April 27, 2024

Inside Europe: A Bad Choice for Europe

PARIS — It seemed like a bright idea at the time.

By linking the choice for president of the executive European Commission to European Parliament elections in the 2009 Lisbon Treaty, European Union leaders hoped to reverse rising abstentionism and overcome the Continent’s widely bemoaned “democratic deficit.”

If voters around the Union were given a real policy choice personified by a single candidate, they would identify more easily with “Europe” and vote in greater numbers, the theory went.

That in turn would give greater legitimacy to the commission, which proposes and enforces E.U. laws but which critics often denigrate as unelected and undemocratic.

“For the first time, these could be genuine ‘European’ elections, the outcome of which will shape European politics for at least the next five years,” said Simon Hix, professor of European governance at the London School of Economics. “It will be the first time we, as European citizens, can choose who holds the most powerful executive office in the E.U.”

Well maybe. But maybe not.

With less than a year to go until the vote in May, the pitfalls of the new system are becoming clear as Europe seeks a successor to José Manuel Barroso, the center-right former Portuguese prime minister who has been in the hot seat since 2005.

For one thing, an election traditionally used to register a protest vote against national governments may for the first time be used to deliver an almighty kick to Europe itself.

E.U. leaders are anxious at the prospect that an unprecedented wave of euro-skeptic lawmakers might be swept into the unloved Parliament on a tide of anger about mass unemployment, economic stagnation and austerity measures.

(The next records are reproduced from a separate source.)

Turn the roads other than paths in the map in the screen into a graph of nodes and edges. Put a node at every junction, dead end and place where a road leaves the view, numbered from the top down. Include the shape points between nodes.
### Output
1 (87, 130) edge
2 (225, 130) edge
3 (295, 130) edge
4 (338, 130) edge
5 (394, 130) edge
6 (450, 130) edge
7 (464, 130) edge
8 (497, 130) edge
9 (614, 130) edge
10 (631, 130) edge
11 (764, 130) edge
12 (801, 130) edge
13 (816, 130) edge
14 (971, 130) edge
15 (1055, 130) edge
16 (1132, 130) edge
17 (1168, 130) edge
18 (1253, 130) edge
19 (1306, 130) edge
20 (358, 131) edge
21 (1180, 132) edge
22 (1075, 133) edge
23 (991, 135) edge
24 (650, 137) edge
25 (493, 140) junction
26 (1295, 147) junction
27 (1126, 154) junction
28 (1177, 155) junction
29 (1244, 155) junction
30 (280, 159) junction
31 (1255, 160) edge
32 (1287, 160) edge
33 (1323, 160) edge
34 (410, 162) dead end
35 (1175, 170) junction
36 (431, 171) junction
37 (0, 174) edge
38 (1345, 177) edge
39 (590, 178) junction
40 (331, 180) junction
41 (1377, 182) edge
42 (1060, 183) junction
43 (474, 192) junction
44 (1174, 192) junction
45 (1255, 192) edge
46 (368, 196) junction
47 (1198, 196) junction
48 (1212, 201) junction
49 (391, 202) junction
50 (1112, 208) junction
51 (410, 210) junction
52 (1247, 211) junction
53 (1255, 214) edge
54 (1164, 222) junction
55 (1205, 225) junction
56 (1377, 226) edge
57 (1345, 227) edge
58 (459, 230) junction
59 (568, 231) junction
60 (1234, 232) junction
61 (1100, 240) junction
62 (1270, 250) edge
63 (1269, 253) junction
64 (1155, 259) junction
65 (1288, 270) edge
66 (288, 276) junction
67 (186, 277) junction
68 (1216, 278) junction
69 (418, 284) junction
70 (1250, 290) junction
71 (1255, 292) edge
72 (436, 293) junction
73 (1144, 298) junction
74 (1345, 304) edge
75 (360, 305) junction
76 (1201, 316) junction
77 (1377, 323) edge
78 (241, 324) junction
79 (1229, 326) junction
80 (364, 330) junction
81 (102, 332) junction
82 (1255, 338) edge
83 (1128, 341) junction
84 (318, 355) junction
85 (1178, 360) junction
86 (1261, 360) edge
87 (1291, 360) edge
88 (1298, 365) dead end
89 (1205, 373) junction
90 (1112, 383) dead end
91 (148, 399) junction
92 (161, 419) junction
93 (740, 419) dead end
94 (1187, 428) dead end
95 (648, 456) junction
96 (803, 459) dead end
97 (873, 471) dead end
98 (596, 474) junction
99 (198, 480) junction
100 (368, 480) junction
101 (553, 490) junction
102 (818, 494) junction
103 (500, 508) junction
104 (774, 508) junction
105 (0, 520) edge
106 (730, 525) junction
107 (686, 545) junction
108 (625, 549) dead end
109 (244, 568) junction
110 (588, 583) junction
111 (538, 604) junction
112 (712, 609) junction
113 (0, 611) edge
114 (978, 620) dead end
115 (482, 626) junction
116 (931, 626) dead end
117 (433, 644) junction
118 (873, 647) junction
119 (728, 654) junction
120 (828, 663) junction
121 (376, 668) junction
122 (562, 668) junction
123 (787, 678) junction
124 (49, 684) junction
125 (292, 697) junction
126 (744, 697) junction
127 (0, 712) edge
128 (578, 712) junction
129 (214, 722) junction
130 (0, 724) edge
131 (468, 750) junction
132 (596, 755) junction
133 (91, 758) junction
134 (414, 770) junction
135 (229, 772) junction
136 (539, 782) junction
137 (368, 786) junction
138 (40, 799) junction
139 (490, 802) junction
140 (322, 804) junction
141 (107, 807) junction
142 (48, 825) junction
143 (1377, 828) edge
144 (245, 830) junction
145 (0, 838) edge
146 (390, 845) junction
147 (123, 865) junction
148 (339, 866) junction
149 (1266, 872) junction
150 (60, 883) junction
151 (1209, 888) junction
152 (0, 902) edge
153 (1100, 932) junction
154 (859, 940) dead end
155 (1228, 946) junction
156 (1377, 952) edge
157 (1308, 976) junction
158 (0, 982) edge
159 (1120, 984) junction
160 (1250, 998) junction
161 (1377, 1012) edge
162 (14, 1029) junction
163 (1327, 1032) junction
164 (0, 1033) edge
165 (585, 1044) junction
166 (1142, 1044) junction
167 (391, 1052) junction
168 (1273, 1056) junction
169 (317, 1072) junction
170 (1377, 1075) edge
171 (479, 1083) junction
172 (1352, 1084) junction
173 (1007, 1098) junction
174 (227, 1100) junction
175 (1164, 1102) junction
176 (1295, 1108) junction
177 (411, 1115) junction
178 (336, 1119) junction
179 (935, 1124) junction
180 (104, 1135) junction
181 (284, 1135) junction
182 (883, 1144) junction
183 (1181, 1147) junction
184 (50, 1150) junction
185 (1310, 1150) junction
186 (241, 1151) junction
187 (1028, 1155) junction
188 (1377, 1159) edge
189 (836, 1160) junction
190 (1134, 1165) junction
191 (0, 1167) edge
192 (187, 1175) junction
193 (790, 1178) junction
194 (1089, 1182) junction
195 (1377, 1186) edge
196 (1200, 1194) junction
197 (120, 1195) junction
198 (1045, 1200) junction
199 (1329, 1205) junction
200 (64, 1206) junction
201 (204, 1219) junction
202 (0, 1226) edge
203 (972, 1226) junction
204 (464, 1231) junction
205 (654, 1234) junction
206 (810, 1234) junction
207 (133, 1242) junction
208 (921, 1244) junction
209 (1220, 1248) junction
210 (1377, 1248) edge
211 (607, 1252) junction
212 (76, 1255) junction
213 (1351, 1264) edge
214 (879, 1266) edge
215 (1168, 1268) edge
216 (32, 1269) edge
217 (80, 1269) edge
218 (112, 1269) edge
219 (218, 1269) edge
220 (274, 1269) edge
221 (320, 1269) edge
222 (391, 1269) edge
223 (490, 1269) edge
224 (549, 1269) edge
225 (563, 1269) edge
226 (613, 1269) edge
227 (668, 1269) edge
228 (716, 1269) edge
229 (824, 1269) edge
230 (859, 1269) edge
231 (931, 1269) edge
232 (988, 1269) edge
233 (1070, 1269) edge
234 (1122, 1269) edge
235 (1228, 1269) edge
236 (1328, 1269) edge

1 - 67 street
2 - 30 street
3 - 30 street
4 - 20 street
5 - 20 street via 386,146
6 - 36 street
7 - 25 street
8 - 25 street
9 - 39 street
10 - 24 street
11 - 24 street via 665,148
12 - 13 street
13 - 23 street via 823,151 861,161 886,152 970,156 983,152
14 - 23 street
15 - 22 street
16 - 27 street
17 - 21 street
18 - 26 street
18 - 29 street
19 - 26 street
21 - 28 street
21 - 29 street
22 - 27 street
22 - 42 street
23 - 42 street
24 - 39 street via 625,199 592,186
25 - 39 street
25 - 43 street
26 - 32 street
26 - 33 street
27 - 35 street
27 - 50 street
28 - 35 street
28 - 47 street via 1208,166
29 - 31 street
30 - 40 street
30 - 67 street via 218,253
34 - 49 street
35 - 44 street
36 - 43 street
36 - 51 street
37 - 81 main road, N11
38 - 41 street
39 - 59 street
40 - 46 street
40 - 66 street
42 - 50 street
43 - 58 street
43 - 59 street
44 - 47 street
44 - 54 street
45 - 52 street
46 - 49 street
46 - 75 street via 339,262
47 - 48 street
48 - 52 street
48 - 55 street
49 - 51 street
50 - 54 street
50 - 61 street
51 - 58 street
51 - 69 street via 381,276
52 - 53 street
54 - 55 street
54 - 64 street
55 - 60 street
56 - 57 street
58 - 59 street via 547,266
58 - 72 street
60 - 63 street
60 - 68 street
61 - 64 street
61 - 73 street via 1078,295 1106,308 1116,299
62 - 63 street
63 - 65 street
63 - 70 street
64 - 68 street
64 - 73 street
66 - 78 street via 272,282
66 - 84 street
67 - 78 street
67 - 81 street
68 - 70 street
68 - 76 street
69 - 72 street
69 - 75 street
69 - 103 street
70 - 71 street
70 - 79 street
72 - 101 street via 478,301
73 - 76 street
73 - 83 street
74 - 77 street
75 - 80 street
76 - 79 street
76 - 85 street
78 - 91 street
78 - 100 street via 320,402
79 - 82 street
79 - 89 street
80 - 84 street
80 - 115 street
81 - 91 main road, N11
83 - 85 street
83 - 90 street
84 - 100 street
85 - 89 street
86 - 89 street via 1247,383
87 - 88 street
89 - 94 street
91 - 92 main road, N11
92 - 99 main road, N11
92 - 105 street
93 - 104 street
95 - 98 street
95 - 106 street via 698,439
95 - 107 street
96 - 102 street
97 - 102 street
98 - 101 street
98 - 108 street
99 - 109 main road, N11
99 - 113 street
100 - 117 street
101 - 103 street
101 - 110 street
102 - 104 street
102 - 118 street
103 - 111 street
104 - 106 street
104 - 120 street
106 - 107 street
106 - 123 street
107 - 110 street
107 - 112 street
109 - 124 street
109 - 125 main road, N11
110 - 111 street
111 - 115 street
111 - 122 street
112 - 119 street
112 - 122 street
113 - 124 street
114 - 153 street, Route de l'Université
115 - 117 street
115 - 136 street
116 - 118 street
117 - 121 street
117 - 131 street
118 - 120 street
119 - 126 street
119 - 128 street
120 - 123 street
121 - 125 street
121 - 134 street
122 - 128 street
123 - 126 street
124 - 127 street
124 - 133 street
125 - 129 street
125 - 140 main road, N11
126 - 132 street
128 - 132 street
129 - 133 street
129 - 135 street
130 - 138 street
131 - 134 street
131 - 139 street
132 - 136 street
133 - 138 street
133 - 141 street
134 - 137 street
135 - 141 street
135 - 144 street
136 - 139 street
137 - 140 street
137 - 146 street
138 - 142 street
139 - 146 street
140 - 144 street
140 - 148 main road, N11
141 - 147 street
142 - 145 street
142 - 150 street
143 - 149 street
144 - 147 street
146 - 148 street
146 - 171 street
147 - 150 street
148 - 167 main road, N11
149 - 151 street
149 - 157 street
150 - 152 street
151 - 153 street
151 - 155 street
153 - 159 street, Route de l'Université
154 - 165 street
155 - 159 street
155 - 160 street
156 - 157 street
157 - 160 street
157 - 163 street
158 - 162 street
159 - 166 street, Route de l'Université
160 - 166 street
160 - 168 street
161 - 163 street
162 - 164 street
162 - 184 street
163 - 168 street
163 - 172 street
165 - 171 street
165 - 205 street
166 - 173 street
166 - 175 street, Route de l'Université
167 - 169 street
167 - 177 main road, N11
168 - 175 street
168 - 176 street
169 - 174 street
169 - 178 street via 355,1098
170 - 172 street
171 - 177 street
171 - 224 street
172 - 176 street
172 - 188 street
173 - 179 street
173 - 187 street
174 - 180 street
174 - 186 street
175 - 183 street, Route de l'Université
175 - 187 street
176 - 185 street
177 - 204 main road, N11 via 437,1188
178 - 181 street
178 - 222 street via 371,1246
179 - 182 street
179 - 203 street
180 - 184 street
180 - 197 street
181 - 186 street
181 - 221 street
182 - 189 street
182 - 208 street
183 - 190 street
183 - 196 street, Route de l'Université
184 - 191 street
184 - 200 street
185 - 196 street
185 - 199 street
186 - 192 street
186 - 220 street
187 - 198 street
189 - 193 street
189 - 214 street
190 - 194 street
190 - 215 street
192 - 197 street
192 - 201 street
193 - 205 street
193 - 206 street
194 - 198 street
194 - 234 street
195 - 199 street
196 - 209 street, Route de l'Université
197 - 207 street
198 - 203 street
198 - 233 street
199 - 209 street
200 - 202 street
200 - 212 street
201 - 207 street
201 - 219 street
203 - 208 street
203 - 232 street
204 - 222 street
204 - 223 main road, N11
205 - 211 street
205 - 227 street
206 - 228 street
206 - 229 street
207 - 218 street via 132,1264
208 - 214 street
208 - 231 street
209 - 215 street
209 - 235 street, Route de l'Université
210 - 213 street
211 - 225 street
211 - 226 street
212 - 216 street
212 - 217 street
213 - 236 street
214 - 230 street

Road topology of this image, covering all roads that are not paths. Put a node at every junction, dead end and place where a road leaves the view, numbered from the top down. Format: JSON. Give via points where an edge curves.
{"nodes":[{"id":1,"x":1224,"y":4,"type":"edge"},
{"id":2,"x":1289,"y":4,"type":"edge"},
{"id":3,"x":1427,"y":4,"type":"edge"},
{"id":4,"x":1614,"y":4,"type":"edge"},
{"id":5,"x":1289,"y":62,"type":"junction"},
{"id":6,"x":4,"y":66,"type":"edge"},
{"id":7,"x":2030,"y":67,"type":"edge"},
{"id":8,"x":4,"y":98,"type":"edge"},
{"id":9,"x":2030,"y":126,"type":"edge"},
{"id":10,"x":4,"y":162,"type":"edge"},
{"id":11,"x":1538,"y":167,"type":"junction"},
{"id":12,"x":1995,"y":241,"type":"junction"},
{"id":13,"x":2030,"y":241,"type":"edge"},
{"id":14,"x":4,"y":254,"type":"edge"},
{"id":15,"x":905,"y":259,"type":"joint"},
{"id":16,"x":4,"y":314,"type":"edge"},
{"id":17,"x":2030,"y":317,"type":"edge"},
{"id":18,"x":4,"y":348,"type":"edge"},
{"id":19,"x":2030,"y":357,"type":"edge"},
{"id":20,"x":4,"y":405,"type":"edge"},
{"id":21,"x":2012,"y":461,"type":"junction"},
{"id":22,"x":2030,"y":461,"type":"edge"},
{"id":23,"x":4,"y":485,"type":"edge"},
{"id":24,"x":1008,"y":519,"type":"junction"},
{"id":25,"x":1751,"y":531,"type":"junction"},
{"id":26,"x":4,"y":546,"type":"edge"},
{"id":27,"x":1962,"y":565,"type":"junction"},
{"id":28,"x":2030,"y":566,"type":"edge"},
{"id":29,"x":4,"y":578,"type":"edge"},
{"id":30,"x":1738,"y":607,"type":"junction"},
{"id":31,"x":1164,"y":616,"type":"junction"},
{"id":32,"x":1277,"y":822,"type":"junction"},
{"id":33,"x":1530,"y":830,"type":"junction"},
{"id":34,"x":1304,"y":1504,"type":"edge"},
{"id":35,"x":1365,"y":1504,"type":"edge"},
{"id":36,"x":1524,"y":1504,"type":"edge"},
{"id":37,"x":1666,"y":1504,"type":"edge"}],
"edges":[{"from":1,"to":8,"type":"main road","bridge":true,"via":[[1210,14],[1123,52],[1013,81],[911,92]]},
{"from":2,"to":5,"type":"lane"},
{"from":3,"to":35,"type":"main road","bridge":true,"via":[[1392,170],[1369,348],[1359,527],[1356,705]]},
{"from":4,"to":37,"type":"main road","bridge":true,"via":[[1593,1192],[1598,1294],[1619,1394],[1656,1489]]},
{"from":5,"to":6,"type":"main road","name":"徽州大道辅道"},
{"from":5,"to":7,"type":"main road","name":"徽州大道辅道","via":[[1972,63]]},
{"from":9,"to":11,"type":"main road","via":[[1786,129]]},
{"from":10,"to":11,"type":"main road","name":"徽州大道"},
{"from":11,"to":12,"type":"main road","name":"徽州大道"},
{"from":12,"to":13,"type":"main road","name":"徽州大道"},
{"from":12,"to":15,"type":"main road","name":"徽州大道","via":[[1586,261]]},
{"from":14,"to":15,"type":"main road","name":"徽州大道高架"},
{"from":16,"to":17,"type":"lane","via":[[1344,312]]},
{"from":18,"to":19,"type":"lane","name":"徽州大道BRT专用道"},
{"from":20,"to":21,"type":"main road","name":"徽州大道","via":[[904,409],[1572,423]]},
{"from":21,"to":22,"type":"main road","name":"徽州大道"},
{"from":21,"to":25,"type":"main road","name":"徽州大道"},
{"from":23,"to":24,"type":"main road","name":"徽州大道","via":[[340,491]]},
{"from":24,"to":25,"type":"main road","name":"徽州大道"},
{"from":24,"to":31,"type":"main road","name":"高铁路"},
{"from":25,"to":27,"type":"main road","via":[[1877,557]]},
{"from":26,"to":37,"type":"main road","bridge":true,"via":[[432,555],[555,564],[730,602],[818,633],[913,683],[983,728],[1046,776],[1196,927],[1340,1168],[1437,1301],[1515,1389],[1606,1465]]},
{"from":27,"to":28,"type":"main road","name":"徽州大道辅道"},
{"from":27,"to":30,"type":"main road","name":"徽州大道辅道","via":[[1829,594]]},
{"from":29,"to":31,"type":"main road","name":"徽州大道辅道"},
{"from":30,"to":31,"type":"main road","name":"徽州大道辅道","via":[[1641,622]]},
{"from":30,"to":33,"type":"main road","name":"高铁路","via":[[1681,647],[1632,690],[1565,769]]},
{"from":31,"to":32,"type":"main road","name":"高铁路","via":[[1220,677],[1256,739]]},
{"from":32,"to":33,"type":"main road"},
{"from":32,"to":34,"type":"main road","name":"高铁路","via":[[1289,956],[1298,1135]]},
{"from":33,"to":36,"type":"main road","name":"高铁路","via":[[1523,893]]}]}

As Mark Leonard and José Ignacio Torreblanca of the European Council on Foreign Relations argued in a paper on the rise of continental euro-skepticism, many voters feel the Union’s increasing dominance of national economic policy in the crisis means they can change government but they cannot change policy anymore.

“To an increasing number of citizens in southern European countries, the E.U. looks like the International Monetary Fund did in Latin America: a golden straitjacket that is squeezing the space for national politics and emptying their national democracies of content,” they wrote.

In countries like France, Britain, Italy, Greece and the Netherlands, opinion polls suggest as much as a third of the vote may go to anti-E.U. populists and parties of the nationalist far right or the hard left.

That could make it harder to assemble an absolute majority to elect the next commission president.

It may also be deterring top talents from seeking the job. So far, there is little sign of A-list European leaders’ stepping forward to vie for their political family’s nomination.

Three prime ministers seen as potential candidates for the center-right European People’s Party, the biggest bloc in the current E.U. legislature, have taken themselves out of the race.

The three — Donald Tusk of Poland, Jyrki Katainen of Finland and Fredrik Reinfeldt of Sweden — all chose to stay in national politics.

One serving national leader, speaking on condition of anonymity, outlined why the new system made it unattractive for incumbents to seek the commission presidency.

“I imagine the parties will decide on their candidates in January/February. What happens if the candidate is a prime minister? Can he go on running his country as normal while waging a Europe-wide campaign?” he asked.

“What happens then if his party is not the biggest? Can he simply carry on as prime minister?”

That may leave Europe’s largest political family having to nominate a second-rank figure as its candidate.

Among those mentioned are two serving European commissioners — Viviane Reding of Luxembourg and Michel Barnier of France — and one former member, President Dalia Grybauskaite of Lithuania. None is a crowd-pulling household name.

One big name voiced by some is Christine Lagarde, a French conservative and head of the International Monetary Fund. But it is not clear that a Socialist French government would nominate her and she is involved in a legal case that may cloud her future.